It should be noted that not all ternary systems of lipids and cholesterol exhibit a gel and two liquid phases. Of particular interest is the system of diphytanoylphosphatidylcholine (diPhyPC), dipalmitoylphosphatidylcholine (DPPC), and cholesterol (9), which, at a temperature above the main-chain transition of the DPPC, exhibits a region of liquid-liquid coexistence in the middle of the Gibbs triangle; that is, at these temperatures none of the three binary systems undergo phase separation, whereas the ternary system does. This is unusual behavior in a liquid system, although other examples are cited in Francis (10). It is to be contrasted with that of most ternary liquid systems in which the existence of any phase separation is directly tied to the existence of such separation in one of the binary systems. Consequently, only two of the components are actually necessary to bring about the separation. A simple example is the ternary system of oil, water, and surfactant, which, for modest concentrations of surfactant, displays two liquid phases, one oil-rich, the other water-rich, with the surfactant partitioning between the two. Clearly, these phases evolve from the ones resulting from separation of oil and water in the binary system. It is conceivable that the existence of two liquid phases in the ternary cholesterol, saturated, and unsaturated lipid system, could be similarly directly tied to the existence of liquid-liquid phase separation in the cholesterol, saturated lipid system, a separation that had been reported earlier (11). However, there is now abundant experimental evidence (12) that such separation does not occur in this binary system. The significance of the phase diagram of the diPhyPC/DPPC/cholesterol system is that the existence of liquid-liquid phase separation in such ternary systems cannot be tied to phase separation in any of the binary systems, and must therefore be a consequence of the presence of all of the three components. This conclusion begs for theoretical understanding.

The simplest approach to a resolution of this puzzle would be to use regular solution theory that can, in fact, give rise to the kind of phase diagram described above (10,13,14), but to do so requires an attractive interaction between at least two of the components that is extremely large, and for the system of interest, inexplicably so. The failure of regular solution theory for this three-component system is most likely because it considers only the concentration of each component, and therefore ignores the many degrees of freedom of the lipid tails. These are certainly involved in the transition from the liquid to the gel phase, and might be involved in the liquid-liquid transition. Thus, one expects that a successful theory should include some explicit description of the degrees of freedom of the lipid tails.

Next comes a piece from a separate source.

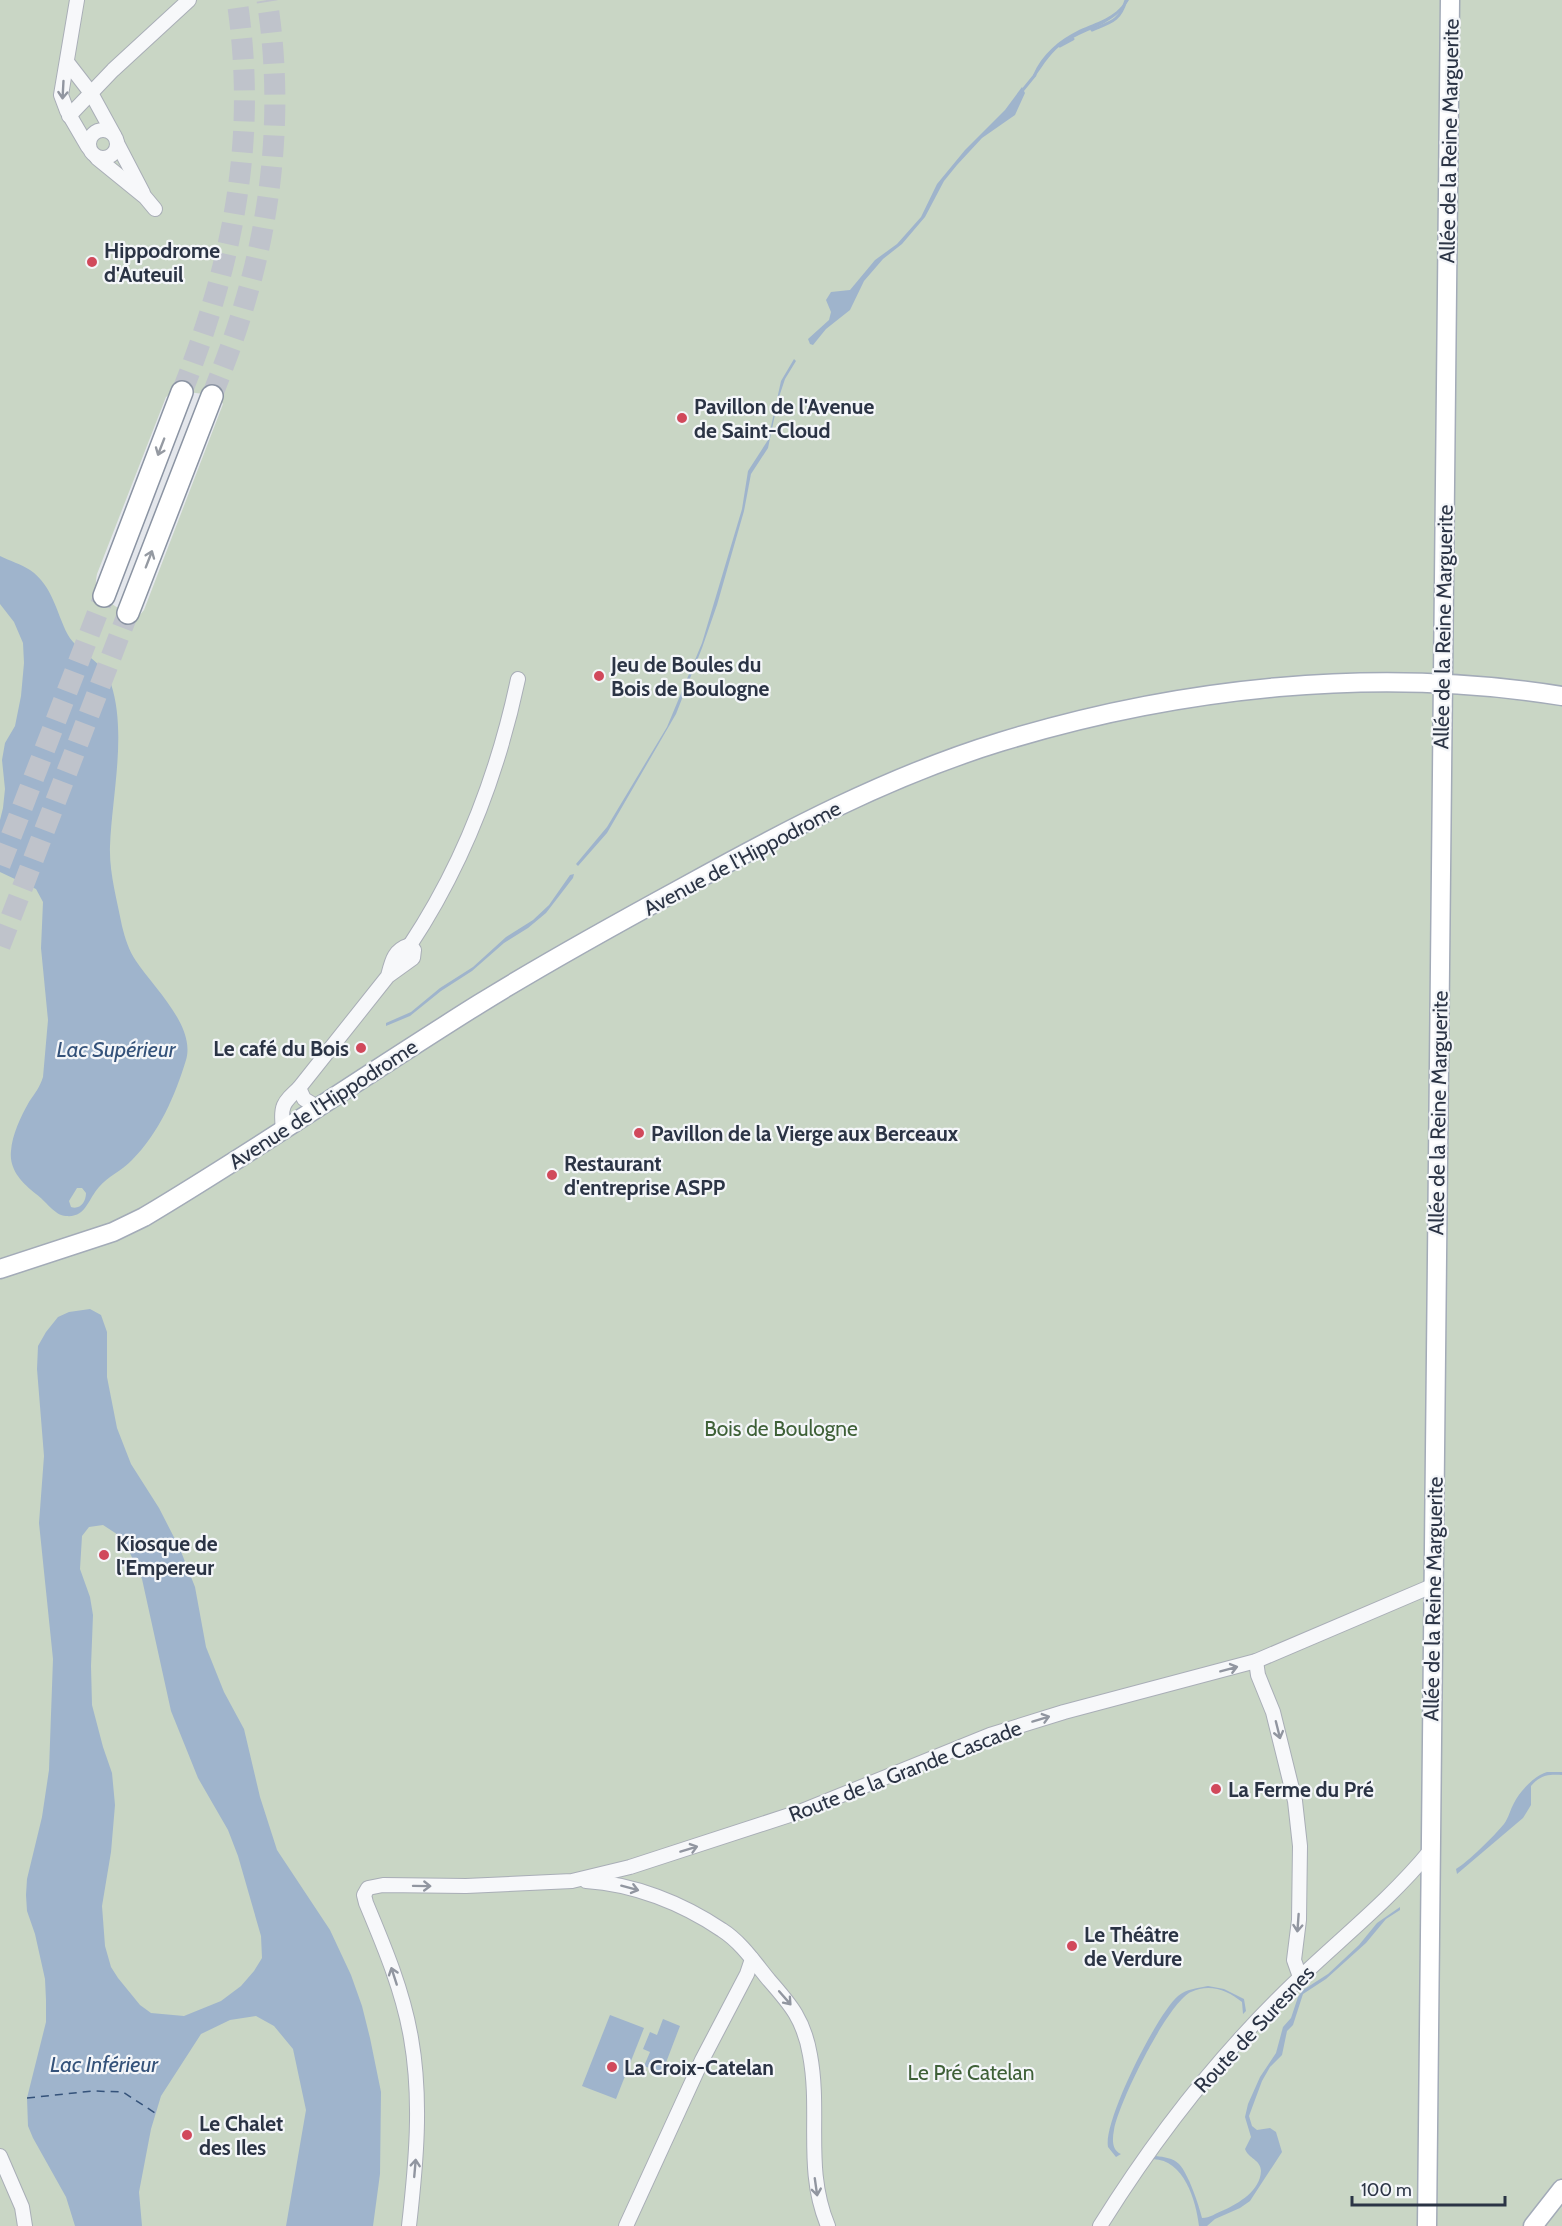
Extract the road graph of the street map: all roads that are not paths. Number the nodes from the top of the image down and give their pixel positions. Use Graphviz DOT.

There is surprisingly little theoretical work on the phase behavior of cholesterol and lipids, and most of that work concerns binary systems (5,15–17) that, as emphasized above, cannot explain the origin of liquid-liquid separation in the ternary systems of interest. Of the few articles on the phase behavior of ternary systems of saturated and unsaturated lipids and cholesterol (16,18,19), only that of Radhakrishnan and McConnell (18) has produced a phase diagram exhibiting liquid-liquid coexistence in the ternary system without phase separation in any of the three binary ones. Their theory posits that the cholesterol and saturated lipids form complexes, which then interact repulsively with the unsaturated lipids. The origin of this repulsion is not specified. In the explicit realization of this idea (18), the complexes are treated as a distinct, fourth component in the system, and the free energy is assumed to be well approximated by regular solution theory of a four-component system. The authors note that such complexes have never been isolated in bilayers, but stress that they should be considered as rapidly fluctuating entities. The evidence from simulation is mixed for such transitory complexation with a specific stoichiometry (20–22). Nevertheless, the authors emphasize the utility of the concept, as clearly demonstrated by its ability to reproduce the unusual phase diagram of the diPhyPC/DPPC/cholesterol system. The theory does not attempt to describe the more usual ternary mixtures of lipids and cholesterol that, in addition to two liquid phases, also display a gel phase.

Given the transitory nature of the posited complexes, it would be advantageous to formulate a theory that describes the system only in terms of the original three components, and that would provide further insight into the physics governing the system. In addition, one would also like it to describe systems exhibiting a gel phase. Lastly, it should be able to describe the evolution of the normal phase behavior into the more unusual one displayed by the diPhyPC/DPPC/cholesterol system.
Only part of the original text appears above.